チームチェス選手権2025_参加記(Ueda)



blogの目的

・人生の記録

・試合の復習



自己紹介

Ueda

京都の大学に通う3回生

読書とチェスが趣味。

大会内容

11月1日(土)11月2日(日)

東京の大井町駅にある会場「きゅりあん」で開催されました。

「全日本チームチェス選手権2025」


目次

黎明

私は京大チェスサークルを半年ほど離れていました。
理由は様々な私情が下振れて落ち込んでいたことと、人生とチェスを重ね合わせて、その戦略構造が物の用に立たないのであれば、どこに必要があると言えるのだろうかと、そう苦心していたからでした。
なんのために戦略を学び、計画性を学び、チェスと向き合ってきたのだろうかと
そう思っていたのでした。

猛暑日が続き、本来であれば蝉がうるさく鳴いていてもおかしくない中、
照りつける日差しと蒸し返すような静けさを帯びた8月。

インスタ 8月1日 12:43

柳井さん「久しぶり!

8/16にチェスするんだけど来ない?

京都(四条?)で10人前後くらい来そうな感じしてるんやけど

もしよければ」

「お久しぶりです!

ぜひ自分でよければ参加したいです!😊」

LINE 8月1日 13:02

荒木さん「お久しぶり、8/10(日)灘校生と交流会するんですけど、

予定空いてれば是非来てくれませんか???????????」

「お久しぶりです!

予定空いてるんで、行きます!笑」



野良猫のような不埒な僕を迎え入れてくれる邂逅の暖かさは、
照りつける猛暑の暑さとは違いました。

残暑が続きながら、蝉の鳴く声が耳障りに感じられ、季節の移り変わりを感じた10月。

とある例会の帰路にて、


柳井さん「企画、広報の仕事やってみたら?」


企画と広報と運営の仕事をいただいて、3つの看板は多いので、組織運営として一つの看板にしようと「参謀」という役職名に集約しました。
新会長のもと、右腕となって京大チェスサークルの組織運営を支え、少しでも恩返しができれば幸甚であると感じました。

そして、
恩返しとなる機会はもう一つありました。
それが、11月に開催される全日本チームチェス選手権2025、
大会実績としてサークルに貢献できる良い機会でした。

今年は、昨年とは異なり、京大サークルから2チーム8名が参加することになり、
参加するからには是非実績を持って帰りたい。
そして、今大会から「オープン」と「グループA」というカテゴライズに分化され、
2つのカテゴリー参加への可能性が生まれました。

京大チームAとB
チームAを「オープン」という激流の渦中に送り出すために、
チームBは堅実に「グループA」での実績の可能性を託されたのでした。

チーム分けは人間関係の組み合わせから選出され、
私はチームBとして出場する運びとなりました。

チェスの大会に初参加の趙さんと白水君
チェス大会への参加経験のある僕と奥田君

「順番は僕からは特に希望はないですよ!」

1.上田
2.趙さん
3.奥田君
4.白水君

こうして、京大チームBのギャンビットポーンとして、死地に送り込まれるのでした。


1日目 仲間


会場は昨年と同様、東京の大井町駅にある「きゅりあん」でした。



「おはようございます!」



柳井さん「俺は今回は違うチームだから、声かける人違うよ笑」


卒業された柳井さんも別チームとして参加されていました。
そして、私が到着した頃には、京大チームのメンバーも数名到着しており、
全員が揃うまで会場の廊下で待機していました。
昨年は初大会、初参加でチェス界隈という非日常の世界に足を踏み入れる緊張感がありました。
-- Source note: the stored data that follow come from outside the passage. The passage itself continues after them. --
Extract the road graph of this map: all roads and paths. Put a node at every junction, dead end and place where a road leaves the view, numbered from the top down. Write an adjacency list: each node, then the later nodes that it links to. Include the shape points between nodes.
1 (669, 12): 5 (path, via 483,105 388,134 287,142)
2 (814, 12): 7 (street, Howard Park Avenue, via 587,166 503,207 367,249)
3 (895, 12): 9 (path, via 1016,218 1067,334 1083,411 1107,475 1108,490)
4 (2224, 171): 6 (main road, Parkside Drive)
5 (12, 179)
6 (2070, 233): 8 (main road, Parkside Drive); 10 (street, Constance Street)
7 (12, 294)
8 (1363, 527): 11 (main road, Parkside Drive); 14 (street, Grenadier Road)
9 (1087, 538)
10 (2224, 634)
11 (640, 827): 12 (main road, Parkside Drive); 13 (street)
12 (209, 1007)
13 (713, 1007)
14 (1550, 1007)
今年は、昨年にご縁があって関わらせて頂いたたくさんの方をお目にかけることができて、嬉しく感じました。



「久しぶり!」



僕「あっ!お久しぶりです!」



「今回はグループAで参加されるんですね!
前回の積年を晴らせるかなと思っていたのですが!笑」



僕「そうなんですよ!すいません!笑
今回は京大サークルからは2チーム出場することになりまして、
僕はグループAの方で出させて頂くことになったんですよ!」



ちょうど、声をかけてくださったのが、
昨年の最終ラウンドで対戦させて頂いた「Osaka Abeno Chess Club」の方でした。
前回のblogを読んでくださり、
試合展開はまさに自分が考えていたカウンターアタックが表現されていましたと評価していただけてとても嬉しく感じました。
また、「ここかっ…苦笑」と苦々しく感じたこともお伝えいただいて、
積年をかけた対局ができなかったことを大変申し訳なく感じました。

そして、
そうこうしているうちに、メンバーも揃い、
開会式と共に今大会が幕を開けるのでした。



Round 1 逃した魚は大きい


対戦相手 Tokyo Bilingual Chess Club C



意気込み


今大会の初戦、チームとして勝利を収め、士気を高めたい。



試合展開

対戦相手の初手はc 4。
直接センターを狙いにいくのではなく、d5に対しての牽制、
相手の陣形を見て柔軟に対応策を用意できるイングリッシュ・オープニング。



c4に対してe6。
フレンチの構えで様子を見ることを選択。



2.g3 d5  3.b3 Nf6  4.Nc3 Be7  5.Bg2 o-o


白マスビショップの展開先として、b3にフィアンケットすることを画策する。
相手はその間にセンター制圧へと歩みを進める。


8.cxd5 Bb4?!
そして黒マスビショップとナイトの交換、白はセンターにd4 e5とポーンを配置、黒はc5ブレイクを試みる、cxd4に対してQxd4、そしてf4、白からのキングサイドアタックの狙いが見えてくる。


26…Ng7
白のピース達はキングサイドアタックに向けた理想的な配置へと配陣するのに対して、
黒は白のアタックに誘導されるように歪な陣形へと防衛戦を強いられる。


厳しい防衛戦の渦中、一筋の光明が差し込んだ。


30.Qd1
30…Nxf5  31Rxc8 Rxc8と続いた。


33.g4
Rxg2 Qxg2 Qxg2 Kxg2 Nc3+ この手が堅実でアドバンテージを確定する強力な筋であった。
しかし、セカンドランクに入り込んだクイーンとルーク、ナイトを駆使すればf7の脅威も避けられる。
ポジショナルのアドバンテージを残したままの圧殺こそ、目指すべき理想系なのではないのかと、
彷徨い続けた地平には蜃気楼が生じた。

33…Nh6


試合はルークを交換し、36.e6 Qe3+
ポジショナルによる判断は功を奏し、敵のさらなるディスアドバンテージを引き出したかのように見えた。

37…Qxe6??



リスク無くポーンを回収できる一手に思えた。
その手に潜む毒牙に気づけなかった。
蛇が獲物を締め上げるように、残り時間は一刻の猶予も奪い去る。



38.Qd4



人は一度、自分の物となった利益を手放す時、言われもない苦痛を味わう。
その狼狽は容易に判断を狂わせる。


38…f6??



結果


試合展開は波乱を呼び、一度手にした勝機をさらなる可能性の誘惑から断ち切ることができていたなら。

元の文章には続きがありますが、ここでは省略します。